Die Unberechenbarkeit von Trump erfordert mehr europäische Geschlossenheit
US-Präsident Donald Trump hat G7-Treffen vorzeitig verlassen. Marie-Agnes Strack-Zimmermann plädiert angesichts der amerikanischen Unberechenbarkeit für europäische Geschlossenheit.

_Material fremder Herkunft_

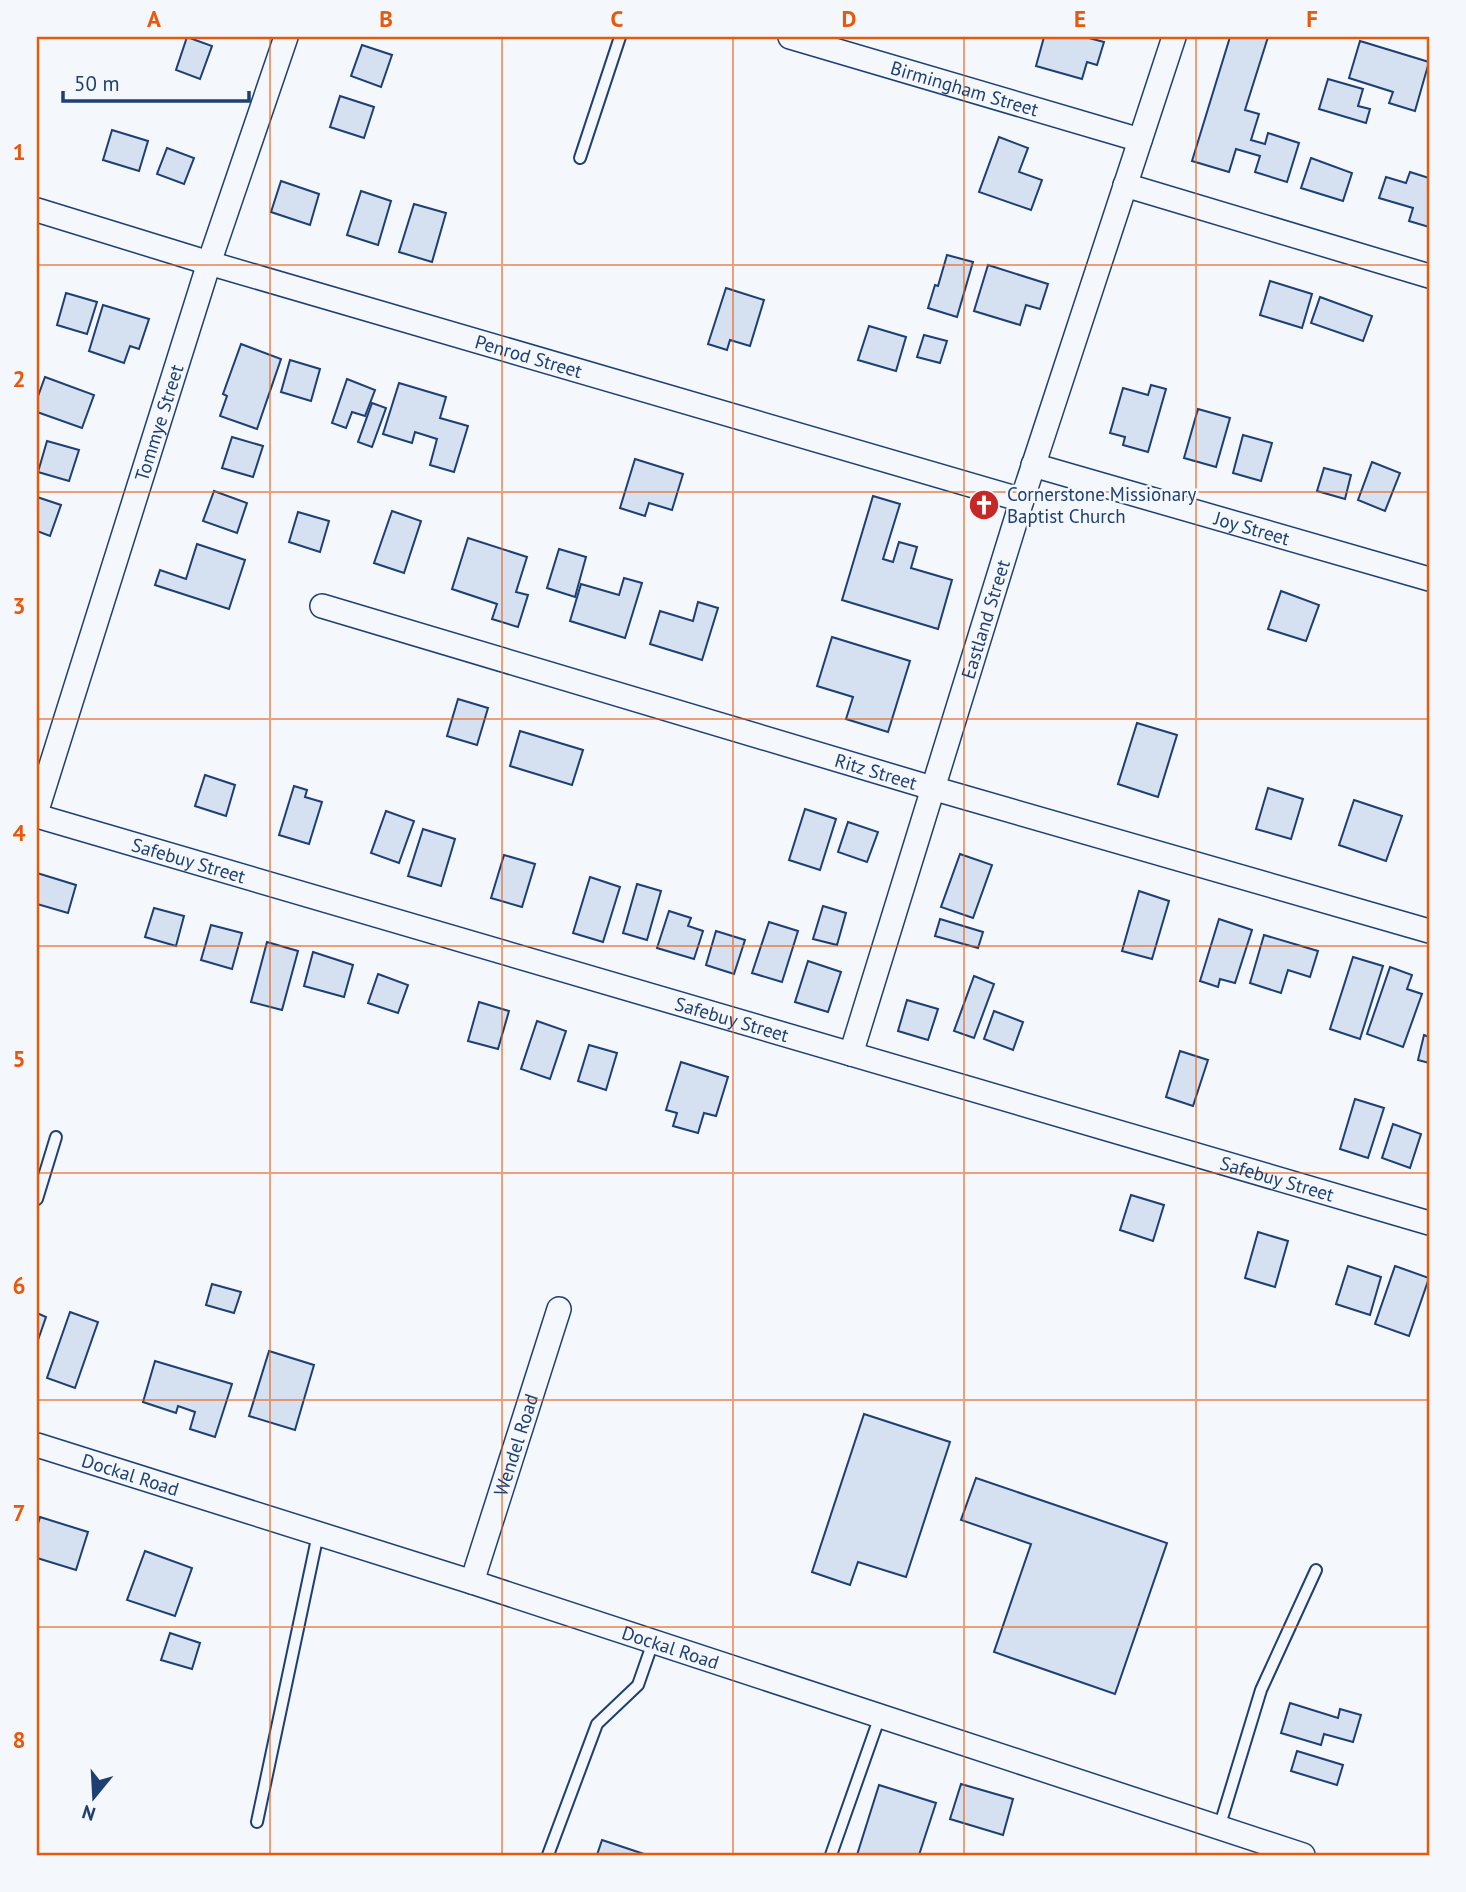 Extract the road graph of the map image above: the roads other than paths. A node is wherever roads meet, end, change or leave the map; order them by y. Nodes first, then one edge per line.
1 (286, 37) edge
2 (620, 37) edge
3 (790, 37) edge
4 (1174, 37) edge
5 (1140, 140) junction
6 (580, 158) dead end
7 (1125, 185) junction
8 (37, 210) edge
9 (209, 263) junction
10 (1429, 276) edge
11 (1033, 465) junction
12 (1021, 500) junction
13 (1429, 579) edge
14 (322, 606) dead end
15 (932, 788) junction
16 (37, 810) edge
17 (37, 816) edge
18 (1429, 931) edge
19 (851, 1054) junction
20 (56, 1138) dead end
21 (37, 1199) edge
22 (1429, 1223) edge
23 (559, 1310) dead end
24 (37, 1445) edge
25 (318, 1534) junction
26 (1316, 1570) dead end
27 (472, 1582) junction
28 (653, 1642) junction
29 (880, 1716) junction
30 (257, 1822) dead end
31 (1219, 1828) junction
32 (548, 1855) edge
33 (831, 1855) edge
34 (1303, 1855) edge

1 - 9 street, Tommye Street
2 - 6 lane
3 - 5 street, Birmingham Street
4 - 5 street
5 - 7 street, Eastland Street
7 - 10 street
7 - 11 street, Eastland Street
8 - 9 street, Penrod Street
9 - 12 street, Penrod Street
9 - 16 street, Tommye Street
11 - 12 street, Eastland Street
11 - 13 street, Joy Street
12 - 15 street, Eastland Street
14 - 15 street, Ritz Street
15 - 18 street, Ritz Street
15 - 19 street, Eastland Street
17 - 19 street, Safebuy Street
19 - 22 street, Safebuy Street
20 - 21 lane
23 - 27 street, Wendel Road
24 - 25 street, Dockal Road
25 - 27 street, Dockal Road
25 - 30 lane
26 - 31 lane
27 - 28 street, Dockal Road
28 - 29 street, Dockal Road
28 - 32 lane
29 - 31 street, Dockal Road
29 - 33 lane
31 - 34 street, Dockal Road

Niemand könne beantworten, wieso Trump das Treffen der sieben wichtigsten Industrienationen vorzeitig verlassen habe, „weil niemand in den Kopf des amerikanischen Präsidenten schauen kann“, so FDP-Präsidiumsmitglied Strack-Zimmermann im Interview mit „Welt TV“. Überrascht ist die Vorsitzende des Ausschusses für Sicherheit und Verteidigung im Europaparlament allerdings nicht: „Wir haben das ja schon vor Jahren erlebt und erleben es seit sechs Monaten seiner zweiten Amtszeit, wie unberechenbar er ist.“ Sie spricht sich klar gegen Interpretationsversuche aus: „Ich würde da nicht allzu viel hineininterpretieren. Vielleicht hat er schlichtweg auch keine Lust mehr, an dem Treffen teilzunehmen.“
Strack-Zimmermann betont: „Der G7-Gipfel ist ein extrem wichtiges Zeichen. G7 ist ja nicht nur ein Wirtschaftsbündnis, es ist ein Wertebündnis. Und dass Russland aus der G8-Runde rausgeschmissen wurde, basierte darauf, dass sie 2014 die Krim annektiert haben. Also sozusagen das dramatische Vorspiel dessen, was wir heute erleben.“
Atomprogramm im Iran ist weiter als gedacht
Wichtiger als die Abreise des US-Präsidenten ist ihrer Ansicht nach, dass die Atmosphäre des Treffens gut gewesen sei. Dies sei auch mit Blick auf den erneut aufgeflammten Konflikt zwischen Israel wichtig. Es sei jedoch ein Schock für die westliche Welt, dass der Iran deutliche mehr Uran angereichert habe, als bisher vermutet. Strack-Zimmermann erklärte, dass der Iran damit „deutlich schneller Atomwaffen produzieren kann“.
Israel habe die militärische Lage genutzt, um den Iran zu schwächen, so Strack-Zimmermann. Die Hisbollah im Norden sowie die Hamas im Süden seien dezimiert und aus Syrien drohe nach dem Regimewechsel aktuell keine Gefahr. Israel brauche, um effektiv gegen den Iran vorgehen zu können, „jetzt die Unterstützung der Vereinigten Staaten, weil nur diese entsprechende bunkerbrechende Munition haben“.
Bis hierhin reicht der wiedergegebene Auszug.